* _About this exercise_: Run through the records and show each line that includes the string "Chase".
Start of Block
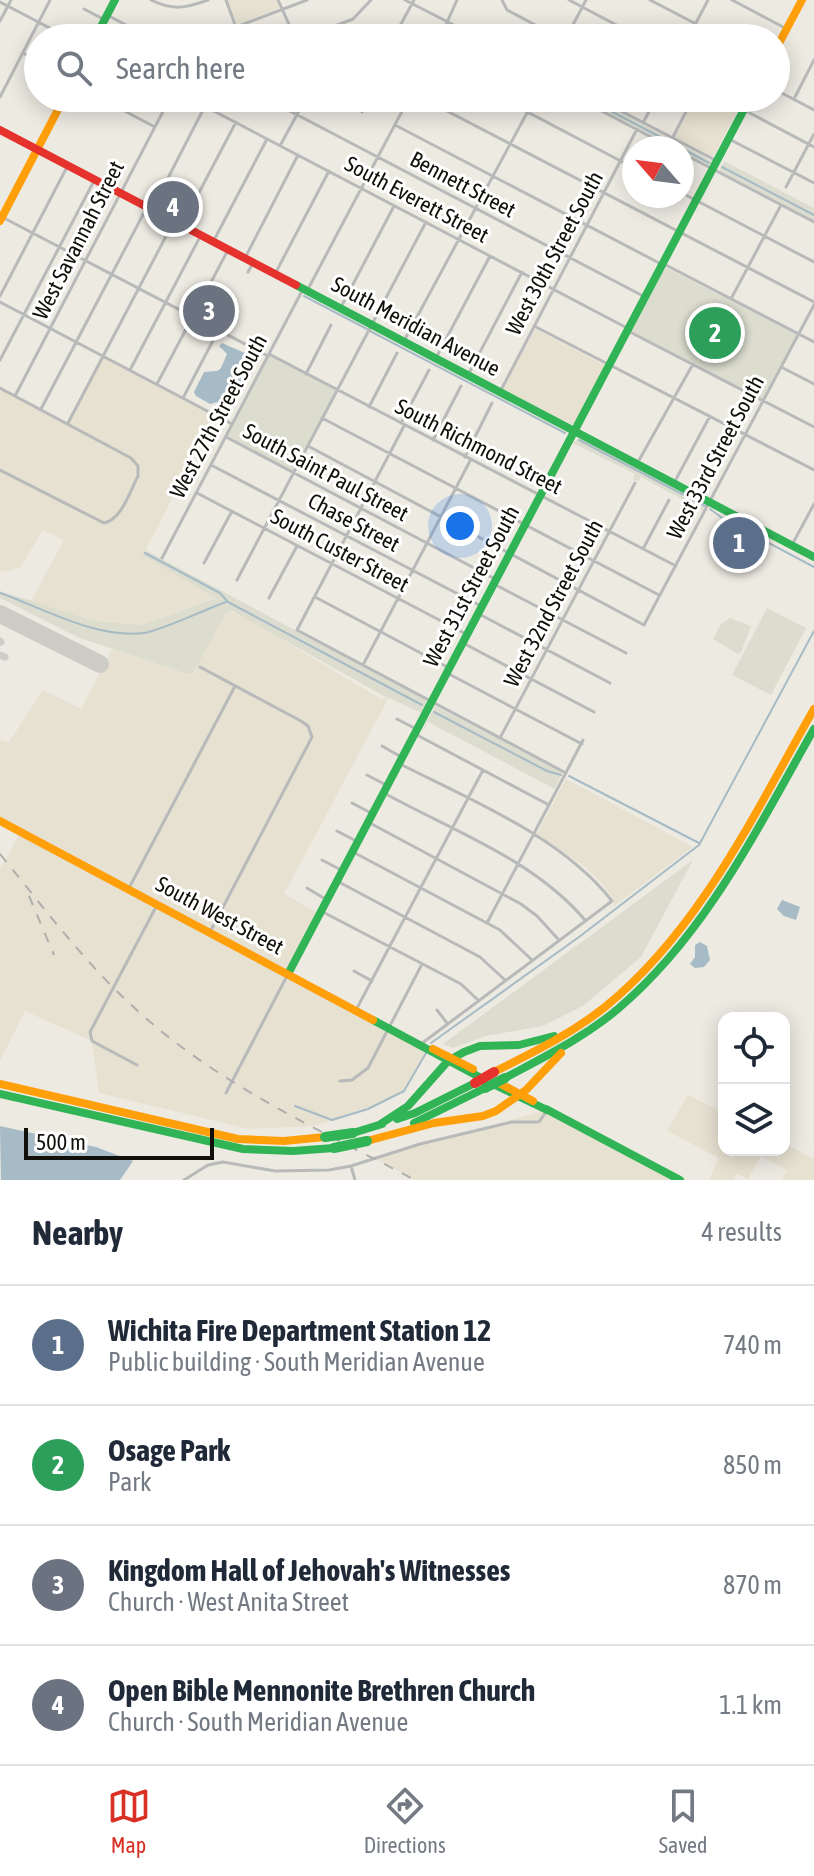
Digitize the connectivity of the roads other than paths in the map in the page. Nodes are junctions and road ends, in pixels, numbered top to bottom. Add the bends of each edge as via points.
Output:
1 (11, 0) edge
2 (50, 0) edge
3 (115, 0) edge
4 (151, 0) edge
5 (208, 0) edge
6 (226, 0) edge
7 (278, 0) edge
8 (307, 0) edge
9 (371, 0) edge
10 (405, 0) edge
11 (457, 0) edge
12 (569, 0) edge
13 (586, 0) edge
14 (650, 0) edge
15 (708, 0) edge
16 (732, 0) edge
17 (802, 0) edge
18 (502, 1) edge
19 (0, 2) edge
20 (413, 2) edge
21 (8, 6) junction
22 (582, 7) junction
23 (84, 9) dead end
24 (282, 9) junction
25 (106, 17) junction
26 (0, 21) edge
27 (446, 21) junction
28 (39, 22) junction
29 (43, 24) edge
30 (102, 24) edge
31 (121, 24) edge
32 (235, 24) edge
33 (244, 24) edge
34 (289, 24) edge
35 (340, 24) edge
36 (400, 24) edge
37 (445, 24) edge
38 (452, 24) edge
39 (534, 24) edge
40 (573, 24) edge
41 (614, 24) edge
42 (696, 24) joint
43 (778, 24) edge
44 (790, 24) edge
45 (23, 53) edge
46 (814, 60) edge
47 (813, 66) edge
48 (0, 97) edge
49 (790, 97) edge
50 (794, 99) junction
51 (814, 110) edge
52 (57, 112) edge
53 (127, 112) edge
54 (163, 112) edge
55 (202, 112) edge
56 (217, 112) edge
57 (291, 112) edge
58 (299, 112) edge
59 (402, 112) edge
60 (449, 112) edge
61 (528, 112) joint
62 (604, 112) edge
63 (622, 112) edge
64 (649, 112) edge
65 (686, 112) edge
66 (743, 112) edge
67 (748, 112) edge
68 (297, 115) junction
69 (236, 122) junction
70 (643, 123) junction
71 (395, 125) junction
72 (155, 127) junction
73 (637, 129) junction
74 (0, 130) edge
75 (814, 134) edge
76 (650, 136) edge
77 (669, 136) edge
78 (674, 136) edge
79 (267, 139) junction
80 (729, 139) junction
81 (511, 144) junction
82 (809, 144) junction
83 (280, 145) junction
84 (814, 147) edge
85 (37, 149) junction
86 (694, 149) edge
87 (298, 155) junction
88 (378, 157) junction
89 (694, 158) edge
90 (621, 161) junction
91 (68, 165) junction
92 (715, 166) junction
93 (329, 171) junction
94 (794, 173) junction
95 (494, 177) junction
96 (95, 179) junction
97 (814, 183) edge
98 (786, 187) dead end
99 (362, 188) junction
100 (121, 193) junction
101 (604, 193) junction
102 (694, 199) edge
103 (697, 201) junction
104 (781, 205) junction
105 (394, 206) junction
106 (149, 208) junction
107 (477, 209) junction
108 (1, 219) edge
109 (426, 222) junction
110 (814, 222) edge
111 (178, 224) junction
112 (587, 226) junction
113 (33, 233) junction
114 (680, 233) junction
115 (201, 235) junction
116 (764, 236) junction
117 (458, 239) junction
118 (213, 242) junction
119 (59, 247) junction
120 (228, 250) junction
121 (490, 256) junction
122 (570, 258) junction
123 (86, 261) junction
124 (814, 262) edge
125 (249, 264) junction
126 (663, 264) junction
127 (748, 268) junction
128 (522, 272) junction
129 (112, 275) junction
130 (275, 275) junction
131 (139, 289) junction
132 (553, 289) junction
133 (305, 290) junction
134 (646, 297) junction
135 (0, 299) edge
136 (731, 299) junction
137 (165, 303) junction
138 (814, 303) edge
139 (340, 309) junction
140 (24, 314) junction
141 (192, 316) junction
142 (331, 325) dead end
143 (372, 325) junction
144 (534, 326) junction
145 (50, 328) junction
146 (629, 330) junction
147 (218, 331) junction
148 (799, 334) junction
149 (77, 342) junction
150 (404, 342) junction
151 (814, 342) edge
152 (397, 353) dead end
153 (268, 355) junction
154 (103, 356) junction
155 (436, 359) junction
156 (0, 360) edge
157 (693, 364) junction
158 (610, 365) junction
159 (781, 367) junction
160 (130, 370) junction
161 (429, 370) dead end
162 (306, 374) junction
163 (468, 375) junction
164 (157, 384) junction
165 (814, 384) edge
166 (461, 386) dead end
167 (0, 388) edge
168 (337, 390) junction
169 (499, 392) junction
170 (15, 396) junction
171 (183, 398) junction
172 (675, 398) junction
173 (763, 400) junction
174 (492, 403) dead end
175 (369, 407) junction
176 (41, 410) junction
177 (710, 416) junction
178 (322, 418) junction
179 (68, 424) junction
180 (232, 424) junction
181 (402, 425) junction
182 (814, 427) edge
183 (575, 432) junction
184 (745, 434) junction
185 (226, 437) junction
186 (432, 440) junction
187 (308, 446) junction
188 (390, 453) junction
189 (464, 457) junction
190 (470, 461) junction
191 (637, 464) junction
192 (211, 465) junction
193 (814, 469) edge
194 (0, 470) edge
195 (293, 473) junction
196 (376, 481) junction
197 (635, 483) dead end
198 (674, 483) junction
199 (456, 488) junction
200 (197, 493) junction
201 (541, 497) junction
202 (669, 500) dead end
203 (279, 501) junction
204 (710, 502) junction
205 (814, 504) edge
206 (361, 509) junction
207 (232, 511) junction
208 (441, 516) junction
209 (526, 525) junction
210 (264, 528) junction
211 (609, 532) junction
212 (347, 536) junction
213 (427, 543) junction
214 (792, 545) junction
215 (297, 546) junction
216 (643, 549) junction
217 (511, 553) junction
218 (814, 557) edge
219 (162, 558) dead end
220 (594, 561) junction
221 (204, 563) dead end
222 (332, 564) junction
223 (676, 566) junction
224 (413, 571) junction
225 (237, 580) dead end
226 (496, 582) junction
227 (578, 591) junction
228 (660, 595) junction
229 (315, 597) junction
230 (269, 598) dead end
231 (398, 599) junction
232 (480, 610) junction
233 (563, 620) junction
234 (381, 632) junction
235 (465, 639) junction
236 (547, 650) junction
237 (626, 653) dead end
238 (363, 665) junction
239 (200, 667) dead end
240 (449, 671) junction
241 (531, 679) junction
242 (610, 683) dead end
243 (235, 686) junction
244 (432, 702) junction
245 (516, 709) junction
246 (814, 709) edge
247 (594, 712) dead end
248 (397, 719) dead end
249 (814, 729) edge
250 (416, 732) junction
251 (500, 738) junction
252 (382, 746) dead end
253 (401, 761) junction
254 (483, 770) junction
255 (566, 773) junction
256 (367, 775) dead end
257 (386, 789) junction
258 (468, 799) junction
259 (352, 803) dead end
260 (549, 805) junction
261 (371, 818) junction
262 (0, 821) edge
263 (452, 829) junction
264 (337, 831) dead end
265 (534, 834) junction
266 (355, 847) junction
267 (436, 859) junction
268 (322, 860) dead end
269 (518, 864) junction
270 (343, 871) junction
271 (337, 881) junction
272 (307, 888) dead end
273 (420, 888) junction
274 (128, 889) junction
275 (503, 893) junction
276 (327, 900) junction
277 (157, 904) junction
278 (321, 911) junction
279 (405, 917) junction
280 (585, 920) junction
281 (487, 923) junction
282 (210, 932) junction
283 (558, 940) junction
284 (390, 947) junction
285 (532, 960) junction
286 (422, 964) junction
287 (354, 971) dead end
288 (288, 974) junction
289 (505, 980) junction
290 (372, 981) junction
291 (478, 1000) junction
292 (356, 1010) junction
293 (437, 1010) dead end
294 (607, 1018) junction
295 (588, 1019) junction
296 (447, 1023) junction
297 (389, 1028) junction
298 (421, 1044) junction
299 (450, 1060) junction
300 (137, 1065) dead end
301 (500, 1075) junction
302 (340, 1081) dead end
303 (0, 1084) edge
304 (480, 1085) junction
305 (226, 1093) dead end
306 (0, 1094) edge
307 (518, 1095) junction
308 (547, 1110) junction
309 (379, 1125) junction
310 (383, 1136) junction
311 (351, 1166) junction
312 (184, 1180) edge
313 (355, 1180) edge
314 (680, 1180) edge

1 - 21 street
2 - 28 street
3 - 25 main road
4 - 5 street via 178,9
6 - 32 street
7 - 24 street
8 - 24 street
9 - 35 street
10 - 20 street
11 - 27 street
12 - 22 street
13 - 22 street
14 - 42 street
15 - 42 street
16 - 43 street
17 - 44 main road
18 - 39 street via 507,10
19 - 21 street
20 - 27 street
20 - 36 street
21 - 26 street
21 - 28 street
22 - 40 street
22 - 41 street
23 - 25 street
24 - 33 street
24 - 34 street
25 - 30 main road
25 - 31 street
27 - 37 street
27 - 38 street
28 - 29 street
45 - 48 street
46 - 47 street
47 - 50 street
49 - 50 street
50 - 51 street
52 - 85 main road
53 - 72 street
54 - 72 street, West Savannah Street
55 - 106 street
56 - 69 street, South Everett Street
57 - 68 street, Bennett Street
58 - 68 street
59 - 71 street, West 27th Street South
60 - 81 street
61 - 81 street
61 - 90 street
62 - 73 street
63 - 70 street
64 - 70 street
65 - 78 street
66 - 80 main road, West 31st Street South
67 - 82 street
68 - 83 street
68 - 88 street, Bennett Street
69 - 79 street, South Everett Street
69 - 111 street
70 - 77 street
71 - 88 street, West 27th Street South
71 - 95 street
72 - 100 street, West Savannah Street
73 - 76 street
73 - 90 street, West 30th Street South
74 - 85 main road, South Meridian Avenue
75 - 82 street
79 - 83 street, South Everett Street
79 - 118 street
80 - 92 main road, West 31st Street South
80 - 94 street
81 - 95 street
81 - 101 street
82 - 84 street
82 - 94 street
83 - 87 street, South Everett Street
85 - 91 main road, South Meridian Avenue
85 - 108 main road
86 - 92 street
87 - 93 street, South Everett Street
87 - 125 street
88 - 99 street, West 27th Street South
88 - 107 street, Bennett Street
89 - 92 street
90 - 101 street, West 30th Street South
91 - 96 main road, South Meridian Avenue
91 - 113 street
92 - 103 main road, West 31st Street South
92 - 104 street
93 - 99 street, South Everett Street
93 - 130 street
94 - 97 street
94 - 98 street
95 - 107 street
95 - 112 street
96 - 100 main road, South Meridian Avenue
96 - 119 street
99 - 105 street, South Everett Street
99 - 133 street, West 27th Street South
100 - 106 main road, South Meridian Avenue
100 - 123 street, West Savannah Street
101 - 112 street, West 30th Street South
101 - 114 street
102 - 103 street
103 - 114 main road, West 31st Street South
103 - 116 street
104 - 110 street
104 - 116 street
105 - 109 street, South Everett Street
105 - 139 street
106 - 111 main road, South Meridian Avenue
106 - 129 street
107 - 117 street
107 - 122 street, Bennett Street
108 - 113 street, South Richmond Street
109 - 117 street, South Everett Street
109 - 143 street
111 - 115 main road, South Meridian Avenue
111 - 131 street
112 - 122 street, West 30th Street South
112 - 126 street
113 - 119 street, South Richmond Street
113 - 135 street
114 - 126 main road, West 31st Street South
114 - 127 street
115 - 118 main road, South Meridian Avenue
115 - 137 street
116 - 124 street
116 - 127 street
117 - 121 street, South Everett Street
117 - 150 street
118 - 120 main road, South Meridian Avenue
119 - 123 street, South Richmond Street
119 - 140 street
120 - 125 main road, South Meridian Avenue
120 - 141 street
121 - 128 street, South Everett Street
121 - 155 street
122 - 132 street, West 30th Street South
122 - 134 street, Bennett Street
123 - 129 street, South Richmond Street
123 - 145 street, West Savannah Street
125 - 130 main road, South Meridian Avenue
126 - 134 main road, West 31st Street South
126 - 136 street
127 - 136 street
127 - 138 street
128 - 132 street, South Everett Street
128 - 163 street
129 - 131 street, South Richmond Street
129 - 149 street
130 - 133 main road, South Meridian Avenue
131 - 137 street, South Richmond Street
131 - 154 street
132 - 144 street, West 30th Street South
132 - 146 street, South Everett Street
133 - 139 main road, South Meridian Avenue
133 - 153 street, West 27th Street South
134 - 146 main road, West 31st Street South
135 - 140 street, South Saint Paul Street
136 - 148 street
137 - 141 street, South Richmond Street
137 - 160 street
138 - 148 street, West 33rd Street South
139 - 143 main road, South Meridian Avenue
140 - 145 street, South Saint Paul Street
140 - 156 street
141 - 147 street, South Richmond Street
141 - 164 street
142 - 162 street
143 - 150 main road, South Meridian Avenue
143 - 168 street
144 - 158 street
144 - 169 street, West 30th Street South
145 - 149 street, South Saint Paul Street
145 - 170 street, West Savannah Street
146 - 157 street, South Everett Street
146 - 158 main road, West 31st Street South
147 - 153 street, South Richmond Street
147 - 171 street
148 - 151 street
148 - 159 street, West 33rd Street South
149 - 154 street, South Saint Paul Street
149 - 176 street
150 - 155 main road, South Meridian Avenue
152 - 175 street
153 - 162 street, South Richmond Street
153 - 180 street, West 27th Street South
154 - 160 street, South Saint Paul Street
154 - 179 street
155 - 163 main road, South Meridian Avenue
157 - 172 street
157 - 173 street, South Everett Street
158 - 172 street
158 - 183 main road, West 31st Street South
159 - 165 street
159 - 173 street, West 33rd Street South
160 - 164 street, South Saint Paul Street
161 - 181 street
162 - 168 street, South Richmond Street
163 - 169 main road, South Meridian Avenue
164 - 171 street, South Saint Paul Street
166 - 186 street
167 - 170 street
168 - 175 street, South Richmond Street
168 - 178 street
169 - 183 main road, South Meridian Avenue
170 - 176 street
171 - 180 street, South Saint Paul Street
172 - 177 street
172 - 191 street
173 - 182 street, South Everett Street
173 - 184 street, West 33rd Street South
174 - 189 street
175 - 181 street, South Richmond Street
176 - 179 street
177 - 184 street
177 - 198 street
178 - 187 street
178 - 188 street
179 - 194 street via 137,465 138,476 109,523 97,522
180 - 185 street, West 27th Street South
181 - 186 street, South Richmond Street
181 - 188 street
183 - 191 main road, South Meridian Avenue
183 - 201 main road, West 31st Street South
184 - 193 street
184 - 204 street, West 33rd Street South
185 - 192 street, West 27th Street South
185 - 195 street, South Saint Paul Street
186 - 189 street, South Richmond Street
187 - 195 street
187 - 196 street
188 - 196 street
188 - 199 street
189 - 190 street, South Richmond Street
190 - 199 street
190 - 201 street, South Richmond Street
191 - 198 main road, South Meridian Avenue
192 - 200 street, West 27th Street South
192 - 203 street, Chase Street
195 - 203 street
195 - 206 street, South Saint Paul Street
196 - 206 street
196 - 208 street
197 - 211 street, West 32nd Street South
198 - 204 main road, South Meridian Avenue
199 - 208 street
199 - 209 street
200 - 207 street, South Custer Street
200 - 219 street, West 27th Street South
201 - 209 main road, West 31st Street South
201 - 211 street, South Richmond Street
202 - 216 street
203 - 210 street
203 - 212 street, Chase Street
204 - 214 main road, South Meridian Avenue
204 - 223 street, West 33rd Street South
205 - 214 street
206 - 212 street
206 - 213 street, South Saint Paul Street
207 - 210 street, South Custer Street
207 - 221 street
208 - 213 street
208 - 217 street
209 - 217 main road, West 31st Street South
209 - 220 street
210 - 215 street, South Custer Street
210 - 225 street
211 - 216 street, South Richmond Street
211 - 220 street, West 32nd Street South
212 - 222 street
212 - 224 street, Chase Street
213 - 224 street
213 - 226 street, South Saint Paul Street
214 - 218 main road, South Meridian Avenue
215 - 222 street, South Custer Street
215 - 230 street
216 - 223 street, South Richmond Street
217 - 226 main road, West 31st Street South
217 - 227 street
220 - 227 street, West 32nd Street South
220 - 228 street
222 - 229 street
222 - 231 street, South Custer Street
223 - 228 street, West 33rd Street South
224 - 231 street
224 - 232 street, Chase Street
226 - 232 main road, West 31st Street South
226 - 233 street, South Saint Paul Street
227 - 228 street, West 33rd Street South via 644,625
227 - 233 street, West 32nd Street South
229 - 234 street
229 - 238 street via 297,630
231 - 234 street
231 - 235 street, South Custer Street
232 - 235 main road, West 31st Street South
232 - 236 street, Chase Street
233 - 236 street, West 32nd Street South
233 - 237 street, South Saint Paul Street
234 - 238 street
234 - 240 street
235 - 240 main road, West 31st Street South
235 - 241 street, South Custer Street
236 - 241 street, West 32nd Street South
236 - 242 street, Chase Street
238 - 244 street
239 - 243 street
240 - 244 main road, West 31st Street South
240 - 245 street
241 - 245 street, West 32nd Street South
241 - 247 street, South Custer Street
243 - 274 street
243 - 282 street via 300,721 311,731 310,744
244 - 250 main road, West 31st Street South
244 - 251 street
245 - 251 street, West 32nd Street South
245 - 255 street via 583,742
246 - 295 main road via 683,928 636,979
248 - 250 street
249 - 294 main road via 693,930
250 - 253 main road, West 31st Street South
250 - 254 street
251 - 255 street
252 - 253 street
253 - 257 main road, West 31st Street South
253 - 258 street
254 - 258 street
254 - 260 street
255 - 260 street
256 - 257 street
257 - 261 main road, West 31st Street South
257 - 263 street
258 - 263 street
258 - 265 street
259 - 261 street
260 - 265 street
261 - 266 main road, West 31st Street South
261 - 267 street
262 - 274 main road, South West Street
263 - 267 street
263 - 269 street
264 - 266 street
265 - 269 street
265 - 280 street via 575,861 612,901
266 - 270 main road, West 31st Street South
266 - 273 street
267 - 273 street
267 - 275 street
268 - 270 street
269 - 275 street
269 - 280 street via 551,885
270 - 271 main road, West 31st Street South
271 - 276 main road, West 31st Street South
271 - 279 street
272 - 276 street
273 - 279 street
273 - 281 street
274 - 277 main road, South West Street
275 - 281 street
275 - 283 street via 532,912
276 - 278 main road, West 31st Street South
277 - 282 main road, South West Street
277 - 300 street via 89,1036
278 - 284 street
278 - 288 main road, West 31st Street South
279 - 284 street
279 - 289 street via 482,958
280 - 283 street
281 - 285 street
282 - 288 main road, South West Street
283 - 285 street
284 - 286 street
284 - 290 street
285 - 289 street
286 - 291 street
286 - 297 street
287 - 290 street
288 - 292 main road, South West Street
288 - 305 street, West 31st Street South
289 - 291 street
290 - 292 street
291 - 296 street
292 - 297 main road, South West Street
293 - 296 street
294 - 301 main road
294 - 307 main road
295 - 299 main road via 543,1040 480,1046
295 - 301 main road
296 - 298 street
297 - 298 main road, South West Street
297 - 302 street via 363,1074
298 - 299 main road, South West Street
299 - 307 main road, South West Street
299 - 309 main road via 414,1101
301 - 304 main road, bridge
303 - 309 main road, bridge via 238,1139 294,1141
304 - 309 main road
304 - 310 main road
306 - 310 main road, bridge via 243,1149 334,1148
307 - 308 main road, South West Street
307 - 310 main road via 483,1116
308 - 311 street via 539,1122 512,1122
308 - 314 main road, South West Street
311 - 312 street via 296,1172 223,1162
311 - 313 street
End of Block
* _Completed exercise_:
192 - 203 street, Chase Street
203 - 212 street, Chase Street
212 - 224 street, Chase Street
224 - 232 street, Chase Street
232 - 236 street, Chase Street
236 - 242 street, Chase Street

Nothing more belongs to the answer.